▼

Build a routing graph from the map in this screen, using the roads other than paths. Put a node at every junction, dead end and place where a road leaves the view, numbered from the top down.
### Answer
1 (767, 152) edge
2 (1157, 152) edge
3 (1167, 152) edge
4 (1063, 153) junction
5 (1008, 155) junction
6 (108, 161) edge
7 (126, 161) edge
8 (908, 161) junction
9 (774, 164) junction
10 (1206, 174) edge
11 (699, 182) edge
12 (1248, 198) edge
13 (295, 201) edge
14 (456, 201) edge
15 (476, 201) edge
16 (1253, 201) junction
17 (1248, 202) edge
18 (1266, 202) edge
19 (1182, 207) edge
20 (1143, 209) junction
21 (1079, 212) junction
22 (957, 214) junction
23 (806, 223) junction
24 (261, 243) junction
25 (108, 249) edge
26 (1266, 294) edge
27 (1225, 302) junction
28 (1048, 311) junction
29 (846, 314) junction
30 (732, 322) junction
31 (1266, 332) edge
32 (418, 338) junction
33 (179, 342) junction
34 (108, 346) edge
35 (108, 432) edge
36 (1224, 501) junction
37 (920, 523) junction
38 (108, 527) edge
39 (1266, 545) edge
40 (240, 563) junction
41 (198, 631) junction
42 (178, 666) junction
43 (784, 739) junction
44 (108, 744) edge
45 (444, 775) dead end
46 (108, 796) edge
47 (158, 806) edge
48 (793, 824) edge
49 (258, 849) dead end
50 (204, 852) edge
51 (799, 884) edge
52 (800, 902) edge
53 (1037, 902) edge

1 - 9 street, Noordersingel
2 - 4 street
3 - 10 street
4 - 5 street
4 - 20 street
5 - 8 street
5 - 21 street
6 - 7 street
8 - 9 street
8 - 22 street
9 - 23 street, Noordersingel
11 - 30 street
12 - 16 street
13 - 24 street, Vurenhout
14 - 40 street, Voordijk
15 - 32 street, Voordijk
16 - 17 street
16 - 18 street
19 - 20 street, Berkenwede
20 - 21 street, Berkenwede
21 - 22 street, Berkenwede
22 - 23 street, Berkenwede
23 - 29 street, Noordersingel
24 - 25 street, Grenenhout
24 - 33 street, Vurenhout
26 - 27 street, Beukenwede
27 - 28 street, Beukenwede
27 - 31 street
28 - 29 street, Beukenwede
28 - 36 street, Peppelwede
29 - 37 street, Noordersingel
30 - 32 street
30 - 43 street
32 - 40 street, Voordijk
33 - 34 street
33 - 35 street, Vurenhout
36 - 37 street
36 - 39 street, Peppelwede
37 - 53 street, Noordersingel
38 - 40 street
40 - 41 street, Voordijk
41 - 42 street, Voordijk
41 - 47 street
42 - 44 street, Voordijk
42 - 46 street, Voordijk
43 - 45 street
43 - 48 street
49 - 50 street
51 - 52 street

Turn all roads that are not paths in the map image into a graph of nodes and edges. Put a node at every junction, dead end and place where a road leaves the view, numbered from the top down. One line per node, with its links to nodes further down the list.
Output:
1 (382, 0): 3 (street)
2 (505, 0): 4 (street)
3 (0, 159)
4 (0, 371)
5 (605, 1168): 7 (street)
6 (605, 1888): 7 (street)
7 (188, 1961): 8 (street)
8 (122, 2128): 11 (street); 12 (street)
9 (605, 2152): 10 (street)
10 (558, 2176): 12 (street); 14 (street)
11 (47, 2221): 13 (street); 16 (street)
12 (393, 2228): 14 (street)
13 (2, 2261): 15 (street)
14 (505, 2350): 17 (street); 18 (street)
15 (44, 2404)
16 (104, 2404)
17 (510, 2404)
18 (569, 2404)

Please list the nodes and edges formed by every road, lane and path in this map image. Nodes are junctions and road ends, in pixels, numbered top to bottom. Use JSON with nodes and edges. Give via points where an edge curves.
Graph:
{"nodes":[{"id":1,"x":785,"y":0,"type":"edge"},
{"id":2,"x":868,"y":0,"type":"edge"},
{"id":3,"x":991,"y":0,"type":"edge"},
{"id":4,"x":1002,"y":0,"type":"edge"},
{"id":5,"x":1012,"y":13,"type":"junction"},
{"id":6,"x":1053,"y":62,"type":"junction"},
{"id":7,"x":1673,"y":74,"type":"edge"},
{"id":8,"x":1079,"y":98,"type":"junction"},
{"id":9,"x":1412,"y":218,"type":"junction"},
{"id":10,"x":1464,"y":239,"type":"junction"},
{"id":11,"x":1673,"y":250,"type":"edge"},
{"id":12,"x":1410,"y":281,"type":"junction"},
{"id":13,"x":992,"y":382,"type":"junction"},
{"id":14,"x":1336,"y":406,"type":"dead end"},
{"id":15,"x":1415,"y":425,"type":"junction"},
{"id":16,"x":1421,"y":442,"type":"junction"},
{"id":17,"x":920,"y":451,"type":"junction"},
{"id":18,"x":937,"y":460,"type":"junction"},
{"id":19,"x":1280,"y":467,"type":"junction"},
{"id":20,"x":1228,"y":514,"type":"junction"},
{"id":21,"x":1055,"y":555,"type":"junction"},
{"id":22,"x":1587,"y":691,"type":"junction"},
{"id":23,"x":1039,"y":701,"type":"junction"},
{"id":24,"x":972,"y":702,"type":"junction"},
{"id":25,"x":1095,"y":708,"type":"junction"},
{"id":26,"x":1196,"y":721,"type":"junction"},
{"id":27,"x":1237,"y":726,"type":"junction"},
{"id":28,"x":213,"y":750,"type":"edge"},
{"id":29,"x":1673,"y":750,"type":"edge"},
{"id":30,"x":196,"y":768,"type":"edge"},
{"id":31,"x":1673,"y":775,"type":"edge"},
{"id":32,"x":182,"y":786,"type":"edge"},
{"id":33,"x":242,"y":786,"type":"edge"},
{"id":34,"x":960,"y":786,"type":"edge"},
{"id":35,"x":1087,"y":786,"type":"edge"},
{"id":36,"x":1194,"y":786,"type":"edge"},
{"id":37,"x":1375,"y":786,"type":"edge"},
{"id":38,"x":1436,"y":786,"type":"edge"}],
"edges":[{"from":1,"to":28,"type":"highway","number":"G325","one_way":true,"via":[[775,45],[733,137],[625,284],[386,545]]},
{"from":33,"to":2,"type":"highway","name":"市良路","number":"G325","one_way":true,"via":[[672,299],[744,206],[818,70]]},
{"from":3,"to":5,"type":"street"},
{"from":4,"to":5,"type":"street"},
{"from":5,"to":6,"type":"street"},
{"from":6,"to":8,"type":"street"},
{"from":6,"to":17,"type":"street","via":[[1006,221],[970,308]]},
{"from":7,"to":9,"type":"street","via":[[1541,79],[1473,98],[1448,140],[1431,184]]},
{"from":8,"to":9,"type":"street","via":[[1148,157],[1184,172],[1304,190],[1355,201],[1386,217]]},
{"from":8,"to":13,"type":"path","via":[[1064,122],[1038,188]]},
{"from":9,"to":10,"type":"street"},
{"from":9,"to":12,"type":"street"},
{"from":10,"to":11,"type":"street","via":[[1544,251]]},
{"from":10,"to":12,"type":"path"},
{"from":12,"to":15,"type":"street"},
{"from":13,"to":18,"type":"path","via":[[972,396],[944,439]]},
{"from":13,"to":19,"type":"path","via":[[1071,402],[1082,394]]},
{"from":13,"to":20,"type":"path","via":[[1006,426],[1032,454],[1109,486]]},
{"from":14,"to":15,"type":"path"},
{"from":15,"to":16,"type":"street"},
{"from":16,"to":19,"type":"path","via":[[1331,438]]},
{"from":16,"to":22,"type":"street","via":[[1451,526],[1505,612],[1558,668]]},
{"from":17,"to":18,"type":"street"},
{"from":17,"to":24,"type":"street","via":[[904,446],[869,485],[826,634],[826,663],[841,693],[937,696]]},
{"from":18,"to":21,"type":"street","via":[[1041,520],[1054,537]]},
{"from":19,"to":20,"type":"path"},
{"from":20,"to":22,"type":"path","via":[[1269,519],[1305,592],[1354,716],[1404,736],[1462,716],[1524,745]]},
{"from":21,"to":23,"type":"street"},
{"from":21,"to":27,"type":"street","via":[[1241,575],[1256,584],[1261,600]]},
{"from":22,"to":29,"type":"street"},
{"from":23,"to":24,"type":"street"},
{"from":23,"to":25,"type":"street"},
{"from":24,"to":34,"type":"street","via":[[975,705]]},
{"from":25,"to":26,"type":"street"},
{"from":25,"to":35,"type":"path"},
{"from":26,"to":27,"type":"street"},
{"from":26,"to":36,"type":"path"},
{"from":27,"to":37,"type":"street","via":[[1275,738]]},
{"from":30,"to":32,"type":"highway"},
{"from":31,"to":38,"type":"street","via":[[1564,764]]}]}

▲

**Your task**: Please write out, exactly as they appear above, only the lines in the stretch from the line with "Turn all roads" through the line with "Please list the".

**Solution to this problem**:
Turn all roads that are not paths in the map image into a graph of nodes and edges. Put a node at every junction, dead end and place where a road leaves the view, numbered from the top down. One line per node, with its links to nodes further down the list.
Output:
1 (382, 0): 3 (street)
2 (505, 0): 4 (street)
3 (0, 159)
4 (0, 371)
5 (605, 1168): 7 (street)
6 (605, 1888): 7 (street)
7 (188, 1961): 8 (street)
8 (122, 2128): 11 (street); 12 (street)
9 (605, 2152): 10 (street)
10 (558, 2176): 12 (street); 14 (street)
11 (47, 2221): 13 (street); 16 (street)
12 (393, 2228): 14 (street)
13 (2, 2261): 15 (street)
14 (505, 2350): 17 (street); 18 (street)
15 (44, 2404)
16 (104, 2404)
17 (510, 2404)
18 (569, 2404)

Please list the nodes and edges formed by every road, lane and path in this map image. Nodes are junctions and road ends, in pixels, numbered top to bottom. Use JSON with nodes and edges. Give via points where an edge curves.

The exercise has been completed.